While the Federal Government declared that the Governor lacks the constitutional power to issue quit notice to anyone in the state, the Governor and some other socio-cultural groups like Afenifere insisted that the vacation order remains valid. The purpose of this intervention, therefore, is to attempt a legal dissection of the constitutional validity of the vacation order vis-à-vis the public interest concerns arising from the policy.

First, the right to freedom of movement without hindrance anywhere within Nigeria is guaranteed under our constitutional jurisprudence. Thus, Section 41(1) of the 1999 Constitution of the Federal Republic of Nigeria (amended 2011) provides that “every citizen of Nigeria is entitled to move freely throughout Nigeria and to reside in any part thereof, and no citizen of Nigeria shall be expelled from Nigeria or refused entry thereby or exit therefrom”. Indeed, all citizens of Nigeria are constitutionally entitled to settle, live and move freely anywhere and everywhere in Nigeria without any fear of rejection, ostracisation or discrimination.
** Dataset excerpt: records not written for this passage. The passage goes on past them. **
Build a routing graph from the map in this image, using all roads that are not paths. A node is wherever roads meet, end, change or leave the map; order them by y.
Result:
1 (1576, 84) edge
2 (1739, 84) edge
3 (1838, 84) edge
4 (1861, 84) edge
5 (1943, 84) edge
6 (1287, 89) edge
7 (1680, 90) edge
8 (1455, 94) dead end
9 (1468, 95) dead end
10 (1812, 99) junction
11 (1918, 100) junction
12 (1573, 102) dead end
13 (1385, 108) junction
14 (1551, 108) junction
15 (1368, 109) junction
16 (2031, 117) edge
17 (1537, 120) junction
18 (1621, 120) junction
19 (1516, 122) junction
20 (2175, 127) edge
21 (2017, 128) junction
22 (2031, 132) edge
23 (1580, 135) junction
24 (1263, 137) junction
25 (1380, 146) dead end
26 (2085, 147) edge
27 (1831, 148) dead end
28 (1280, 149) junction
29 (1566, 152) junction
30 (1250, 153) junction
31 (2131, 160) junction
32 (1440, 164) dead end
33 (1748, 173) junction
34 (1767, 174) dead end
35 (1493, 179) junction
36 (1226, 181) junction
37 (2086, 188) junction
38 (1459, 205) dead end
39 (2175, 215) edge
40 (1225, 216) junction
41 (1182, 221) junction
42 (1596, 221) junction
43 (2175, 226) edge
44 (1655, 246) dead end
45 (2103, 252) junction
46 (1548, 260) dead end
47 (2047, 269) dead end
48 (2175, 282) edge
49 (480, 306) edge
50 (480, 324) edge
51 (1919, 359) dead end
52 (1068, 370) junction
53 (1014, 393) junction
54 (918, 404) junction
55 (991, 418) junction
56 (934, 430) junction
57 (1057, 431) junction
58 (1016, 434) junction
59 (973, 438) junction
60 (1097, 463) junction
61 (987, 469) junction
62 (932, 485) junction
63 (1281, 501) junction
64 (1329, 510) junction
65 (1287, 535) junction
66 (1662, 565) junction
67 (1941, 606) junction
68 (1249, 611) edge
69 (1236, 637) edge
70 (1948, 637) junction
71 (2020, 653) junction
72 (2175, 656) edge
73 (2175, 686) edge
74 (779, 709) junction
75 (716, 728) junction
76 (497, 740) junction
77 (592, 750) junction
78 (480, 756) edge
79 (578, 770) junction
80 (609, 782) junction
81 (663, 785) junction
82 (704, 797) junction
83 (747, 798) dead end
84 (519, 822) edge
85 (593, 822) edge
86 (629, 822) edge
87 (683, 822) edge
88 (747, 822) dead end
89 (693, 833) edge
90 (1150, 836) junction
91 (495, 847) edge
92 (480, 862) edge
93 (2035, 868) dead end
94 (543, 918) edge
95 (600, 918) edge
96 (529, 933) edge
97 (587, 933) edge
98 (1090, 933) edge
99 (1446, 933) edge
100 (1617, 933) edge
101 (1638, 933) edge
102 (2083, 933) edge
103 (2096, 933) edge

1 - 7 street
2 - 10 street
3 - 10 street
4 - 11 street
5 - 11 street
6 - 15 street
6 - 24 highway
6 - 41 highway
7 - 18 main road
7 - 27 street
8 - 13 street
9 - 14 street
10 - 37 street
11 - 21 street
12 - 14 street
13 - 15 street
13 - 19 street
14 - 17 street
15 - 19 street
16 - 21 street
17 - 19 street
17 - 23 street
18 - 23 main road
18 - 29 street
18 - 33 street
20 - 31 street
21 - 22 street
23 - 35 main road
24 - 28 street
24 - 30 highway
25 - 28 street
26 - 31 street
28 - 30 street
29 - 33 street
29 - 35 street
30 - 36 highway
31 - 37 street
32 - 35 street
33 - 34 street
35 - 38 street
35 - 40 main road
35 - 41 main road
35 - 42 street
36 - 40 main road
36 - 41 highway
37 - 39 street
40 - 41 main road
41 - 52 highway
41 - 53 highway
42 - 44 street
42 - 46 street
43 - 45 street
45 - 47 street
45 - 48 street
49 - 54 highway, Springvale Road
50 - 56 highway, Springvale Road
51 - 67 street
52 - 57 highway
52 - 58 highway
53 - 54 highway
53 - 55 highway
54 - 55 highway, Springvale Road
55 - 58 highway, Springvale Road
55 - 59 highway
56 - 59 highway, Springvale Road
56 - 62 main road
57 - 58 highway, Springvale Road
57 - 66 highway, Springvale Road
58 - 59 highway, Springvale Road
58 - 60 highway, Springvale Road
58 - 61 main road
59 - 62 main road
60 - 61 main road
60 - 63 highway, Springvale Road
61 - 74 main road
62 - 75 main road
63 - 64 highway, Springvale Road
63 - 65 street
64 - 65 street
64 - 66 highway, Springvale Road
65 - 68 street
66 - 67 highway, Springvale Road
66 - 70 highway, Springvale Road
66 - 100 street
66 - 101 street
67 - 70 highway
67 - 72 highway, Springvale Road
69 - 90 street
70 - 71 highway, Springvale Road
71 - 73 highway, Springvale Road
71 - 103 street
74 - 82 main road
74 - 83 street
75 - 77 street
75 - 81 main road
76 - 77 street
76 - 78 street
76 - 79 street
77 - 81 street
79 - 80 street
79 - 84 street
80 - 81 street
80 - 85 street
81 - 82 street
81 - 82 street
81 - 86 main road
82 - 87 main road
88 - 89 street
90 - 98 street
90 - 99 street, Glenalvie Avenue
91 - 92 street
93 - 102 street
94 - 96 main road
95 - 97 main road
However, the rights to freedom of movement and personal liberty enshrined in the Constitution are not absolute. Section 45 of the Constitution provides that there could be a legal instrument providing for the derogation to these rights in the interest of defence, public safety, public order, public morality or public health or for the purpose of protecting the rights and freedom of other persons.

The Court of Appeal in KALU v. FEDERAL REPUBLIC OF NIGERIA & ORS (2012) LPELR-9287(CA) succinctly held that “the rights to personal liberty and freedom of movement, guaranteed respectively by Sections 35 and 41 of the 1999 Constitution, are not absolute”. The court further explained that Section 41(2)(a) of the Constitution says that the right to freedom of movement may be deprived under a law that is reasonably justifiable in a democratic society imposing restrictions.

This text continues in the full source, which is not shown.